[Dataset entries]
_____

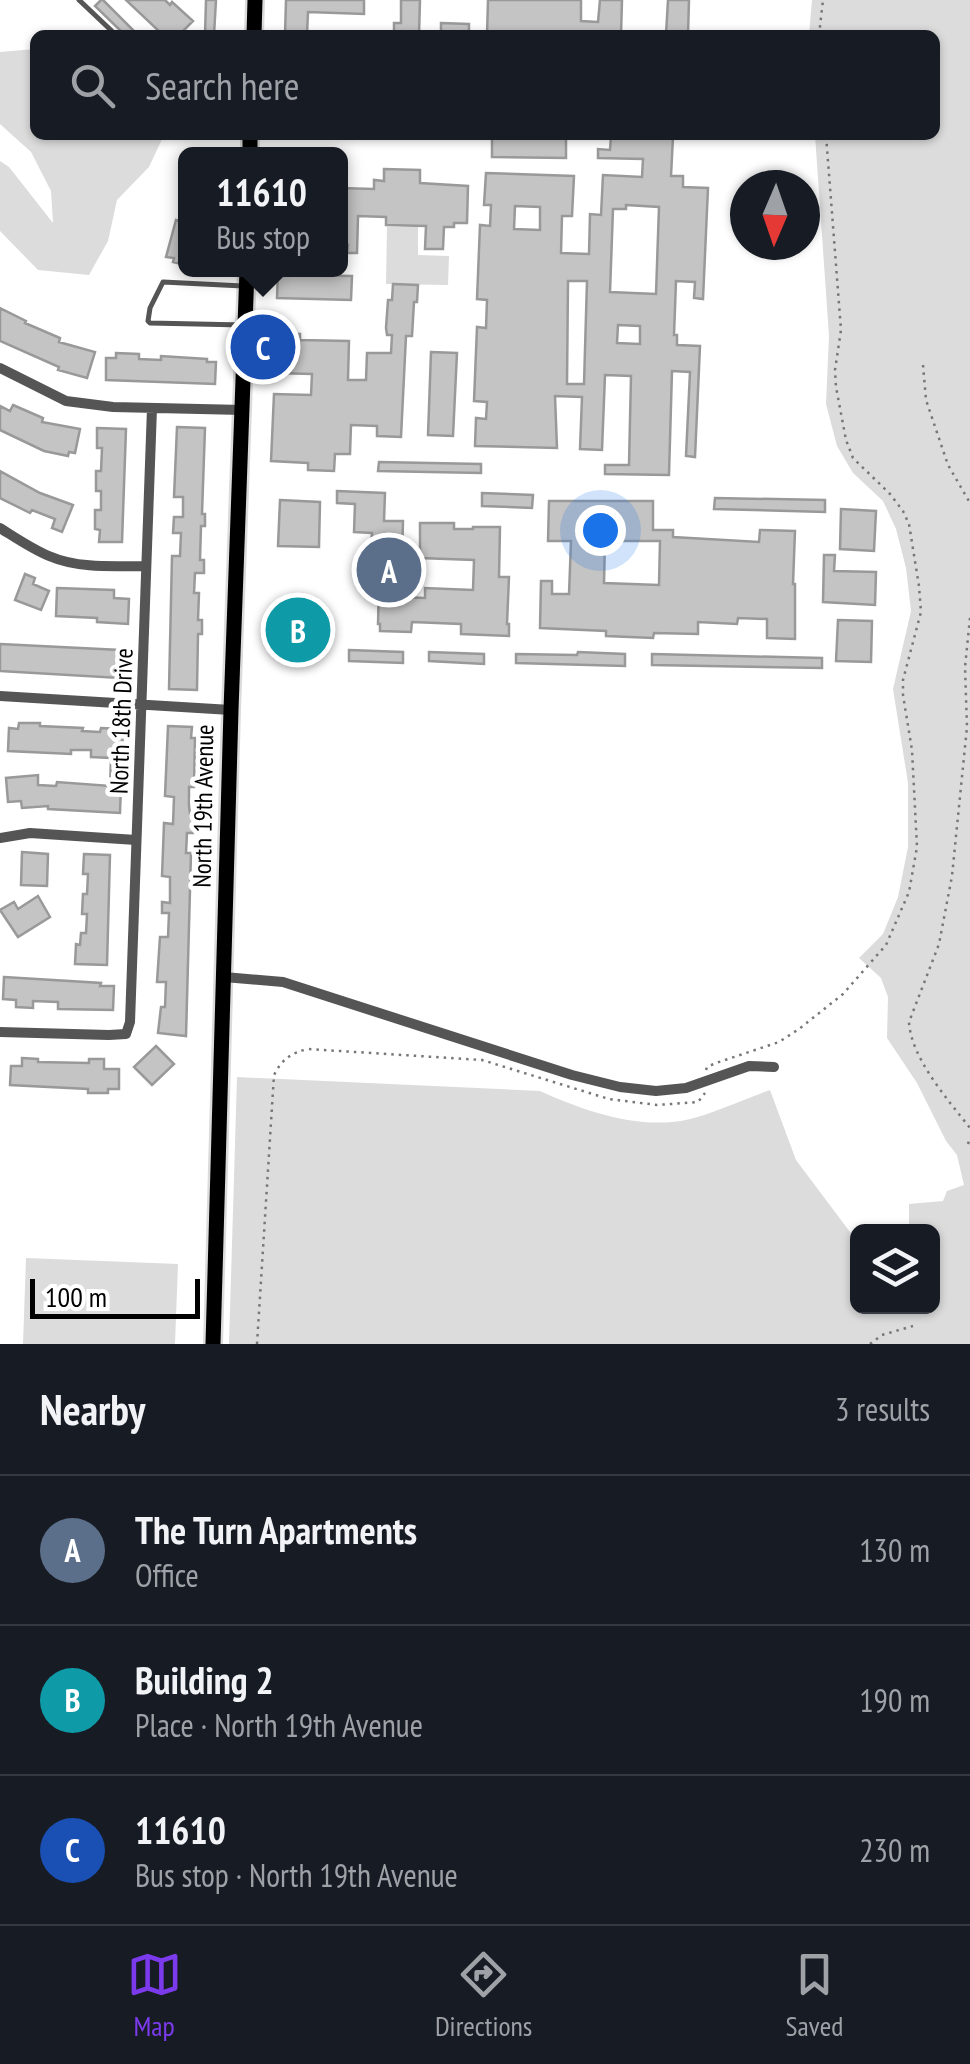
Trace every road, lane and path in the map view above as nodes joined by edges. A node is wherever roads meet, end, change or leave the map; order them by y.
1 (79, 0) edge
2 (255, 0) edge
3 (823, 0) edge
4 (111, 30) edge
5 (254, 30) edge
6 (820, 30) edge
7 (826, 140) edge
8 (246, 278) edge
9 (245, 325) junction
10 (923, 366) dead end
11 (0, 368) edge
12 (152, 408) junction
13 (243, 410) junction
14 (970, 504) edge
15 (2, 534) edge
16 (146, 566) junction
17 (970, 618) edge
18 (0, 696) edge
19 (142, 706) junction
20 (231, 710) junction
21 (0, 838) edge
22 (136, 840) junction
23 (224, 977) junction
24 (0, 1032) edge
25 (774, 1066) dead end
26 (706, 1080) junction
27 (970, 1128) edge
28 (970, 1138) edge
29 (968, 1144) edge
30 (912, 1326) dead end
31 (212, 1344) edge
32 (257, 1344) edge
33 (870, 1344) edge

1 - 4 lane
2 - 5 main road
3 - 6 path
7 - 26 path
8 - 9 main road, North 19th Avenue
8 - 9 lane
9 - 13 main road, North 19th Avenue
10 - 14 path
11 - 12 street
12 - 13 street
12 - 16 street, North 18th Drive
13 - 20 main road, North 19th Avenue
15 - 16 street
16 - 19 street, North 18th Drive
17 - 27 path
18 - 19 street
19 - 20 street
19 - 22 street, North 18th Drive
20 - 23 main road, North 19th Avenue
21 - 22 street
22 - 24 street, North 18th Drive
23 - 26 street
23 - 31 main road, North 19th Avenue
25 - 26 street
26 - 32 path
28 - 29 path
30 - 33 path

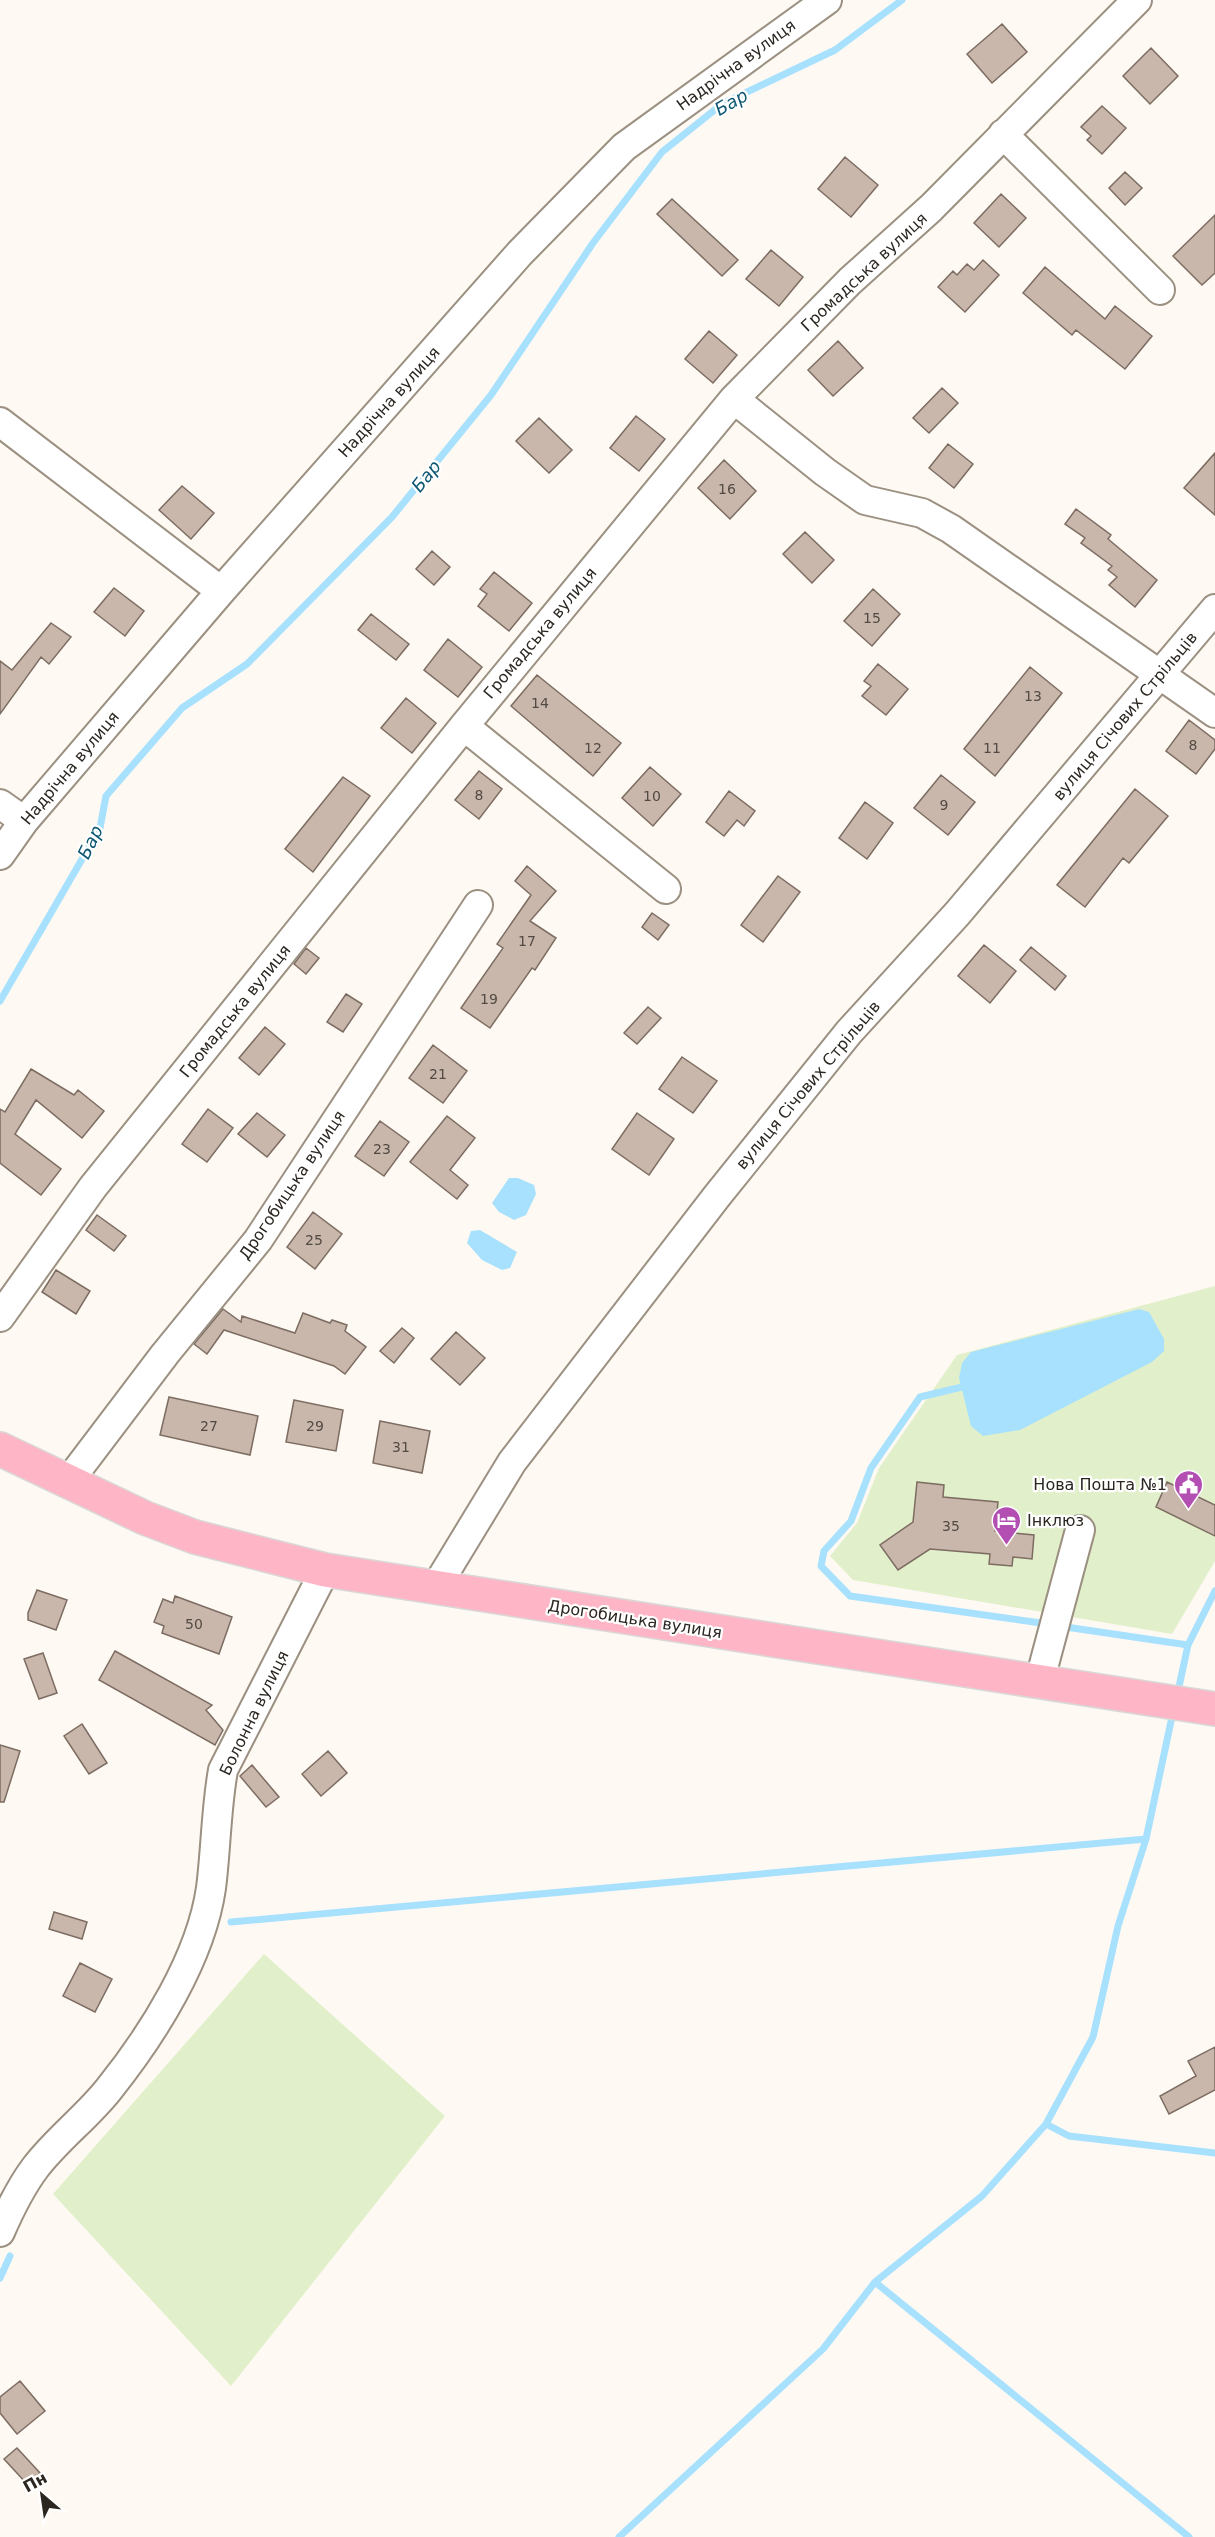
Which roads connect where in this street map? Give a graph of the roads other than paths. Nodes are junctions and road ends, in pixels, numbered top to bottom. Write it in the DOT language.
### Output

_____

__Exercise goal__: Each line of the data needs to be output exactly, with any image excluded.

__Task solution__:
Trace every road, lane and path in the map view above as nodes joined by edges. A node is wherever roads meet, end, change or leave the map; order them by y.
1 (79, 0) edge
2 (255, 0) edge
3 (823, 0) edge
4 (111, 30) edge
5 (254, 30) edge
6 (820, 30) edge
7 (826, 140) edge
8 (246, 278) edge
9 (245, 325) junction
10 (923, 366) dead end
11 (0, 368) edge
12 (152, 408) junction
13 (243, 410) junction
14 (970, 504) edge
15 (2, 534) edge
16 (146, 566) junction
17 (970, 618) edge
18 (0, 696) edge
19 (142, 706) junction
20 (231, 710) junction
21 (0, 838) edge
22 (136, 840) junction
23 (224, 977) junction
24 (0, 1032) edge
25 (774, 1066) dead end
26 (706, 1080) junction
27 (970, 1128) edge
28 (970, 1138) edge
29 (968, 1144) edge
30 (912, 1326) dead end
31 (212, 1344) edge
32 (257, 1344) edge
33 (870, 1344) edge

1 - 4 lane
2 - 5 main road
3 - 6 path
7 - 26 path
8 - 9 main road, North 19th Avenue
8 - 9 lane
9 - 13 main road, North 19th Avenue
10 - 14 path
11 - 12 street
12 - 13 street
12 - 16 street, North 18th Drive
13 - 20 main road, North 19th Avenue
15 - 16 street
16 - 19 street, North 18th Drive
17 - 27 path
18 - 19 street
19 - 20 street
19 - 22 street, North 18th Drive
20 - 23 main road, North 19th Avenue
21 - 22 street
22 - 24 street, North 18th Drive
23 - 26 street
23 - 31 main road, North 19th Avenue
25 - 26 street
26 - 32 path
28 - 29 path
30 - 33 path

Which roads connect where in this street map? Give a graph of the roads other than paths. Nodes are junctions and road ends, in pixels, numbered top to bottom. Write it in the DOT language.
### Output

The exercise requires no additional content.